■ **WORK REQUIRED**
Please repeat only the stretch of records running from the first line through the line that contains "middle mcp: (171, 205)".

:: DATA FOR PROCESSING

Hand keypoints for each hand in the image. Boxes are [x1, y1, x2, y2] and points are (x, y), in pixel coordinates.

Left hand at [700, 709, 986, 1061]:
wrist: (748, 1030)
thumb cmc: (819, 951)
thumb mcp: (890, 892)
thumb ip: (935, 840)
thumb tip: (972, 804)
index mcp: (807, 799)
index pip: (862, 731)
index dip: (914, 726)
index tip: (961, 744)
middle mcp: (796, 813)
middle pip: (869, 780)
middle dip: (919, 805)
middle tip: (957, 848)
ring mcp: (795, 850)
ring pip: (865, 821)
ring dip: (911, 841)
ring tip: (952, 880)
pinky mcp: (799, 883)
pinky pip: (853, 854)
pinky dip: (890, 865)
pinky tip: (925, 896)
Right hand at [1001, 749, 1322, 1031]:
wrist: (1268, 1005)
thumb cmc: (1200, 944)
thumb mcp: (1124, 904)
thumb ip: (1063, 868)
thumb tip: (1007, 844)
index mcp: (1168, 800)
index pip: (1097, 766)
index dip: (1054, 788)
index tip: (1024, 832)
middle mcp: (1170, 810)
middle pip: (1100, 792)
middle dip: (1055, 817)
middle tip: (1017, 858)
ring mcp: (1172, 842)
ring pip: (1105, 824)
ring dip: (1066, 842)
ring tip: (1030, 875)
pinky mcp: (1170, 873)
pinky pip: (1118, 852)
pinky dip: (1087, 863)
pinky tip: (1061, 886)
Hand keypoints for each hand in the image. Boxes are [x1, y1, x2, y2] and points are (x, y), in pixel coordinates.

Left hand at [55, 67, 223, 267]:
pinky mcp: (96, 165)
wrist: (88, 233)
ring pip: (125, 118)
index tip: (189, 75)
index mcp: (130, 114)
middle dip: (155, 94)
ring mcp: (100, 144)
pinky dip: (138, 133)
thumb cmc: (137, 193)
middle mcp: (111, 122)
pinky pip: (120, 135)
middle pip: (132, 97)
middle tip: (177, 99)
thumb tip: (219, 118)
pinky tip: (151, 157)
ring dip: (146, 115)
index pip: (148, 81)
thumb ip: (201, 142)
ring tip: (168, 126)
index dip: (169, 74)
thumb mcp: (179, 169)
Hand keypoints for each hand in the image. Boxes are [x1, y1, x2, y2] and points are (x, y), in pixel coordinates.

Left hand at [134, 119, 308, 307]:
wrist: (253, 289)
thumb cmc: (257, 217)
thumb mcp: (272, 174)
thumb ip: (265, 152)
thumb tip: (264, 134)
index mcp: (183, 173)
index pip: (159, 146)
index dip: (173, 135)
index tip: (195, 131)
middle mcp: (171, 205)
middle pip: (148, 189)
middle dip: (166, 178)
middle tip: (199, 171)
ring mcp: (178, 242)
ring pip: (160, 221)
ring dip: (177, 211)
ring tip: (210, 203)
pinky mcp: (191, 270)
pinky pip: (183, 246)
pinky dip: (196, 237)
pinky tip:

::::

■ **YOUR SOLUTION**
Hand keypoints for each hand in the image. Boxes are [x1, y1, x2, y2] and points are (x, y), in pixel coordinates.

Left hand at [700, 709, 986, 1061]:
wrist: (748, 1030)
thumb cmc: (819, 951)
thumb mcp: (890, 892)
thumb ip: (935, 840)
thumb tip: (972, 804)
index mcp: (807, 799)
index pip: (862, 731)
index dip: (914, 726)
index tip: (961, 744)
middle mcp: (796, 813)
middle pip: (869, 780)
middle dip: (919, 805)
middle tip: (957, 848)
ring mcp: (795, 850)
ring pip: (865, 821)
ring dip: (911, 841)
ring tip: (952, 880)
pinky mcp: (799, 883)
pinky pip: (853, 854)
pinky dip: (890, 865)
pinky tip: (925, 896)
Right hand at [1001, 749, 1322, 1031]:
wrist: (1268, 1005)
thumb cmc: (1200, 944)
thumb mcp: (1124, 904)
thumb ip: (1063, 868)
thumb tip: (1007, 844)
index mcp: (1168, 800)
index pip: (1097, 766)
index dip: (1054, 788)
index tip: (1024, 832)
middle mcp: (1170, 810)
middle pip: (1100, 792)
middle dip: (1055, 817)
middle tip: (1017, 858)
ring mcp: (1172, 842)
ring pip: (1105, 824)
ring dip: (1066, 842)
ring tip: (1030, 875)
pinky mcp: (1170, 873)
pinky pip: (1118, 852)
pinky dip: (1087, 863)
pinky tip: (1061, 886)
Hand keypoints for each hand in the image. Boxes are [x1, y1, x2, y2] and points are (x, y), in pixel coordinates.

Left hand at [55, 67, 223, 267]:
pinky mcp: (96, 165)
wrist: (88, 233)
ring pip: (125, 118)
index tip: (189, 75)
index mcp: (130, 114)
middle dip: (155, 94)
ring mcp: (100, 144)
pinky dip: (138, 133)
thumb cmc: (137, 193)
middle mcp: (111, 122)
pinky pip: (120, 135)
middle pip: (132, 97)
middle tip: (177, 99)
thumb tip: (219, 118)
pinky tip: (151, 157)
ring dip: (146, 115)
index pip: (148, 81)
thumb ip: (201, 142)
ring tip: (168, 126)
index dip: (169, 74)
thumb mcp: (179, 169)
Hand keypoints for each hand in the image. Boxes are [x1, y1, x2, y2] and points are (x, y), in pixel coordinates.

Left hand at [134, 119, 308, 307]:
wrist: (253, 289)
thumb cmc: (257, 217)
thumb mcp: (272, 174)
thumb ip: (265, 152)
thumb tip: (264, 134)
index mcp: (183, 173)
index pip: (159, 146)
index dip: (173, 135)
index tip: (195, 131)
middle mcp: (171, 205)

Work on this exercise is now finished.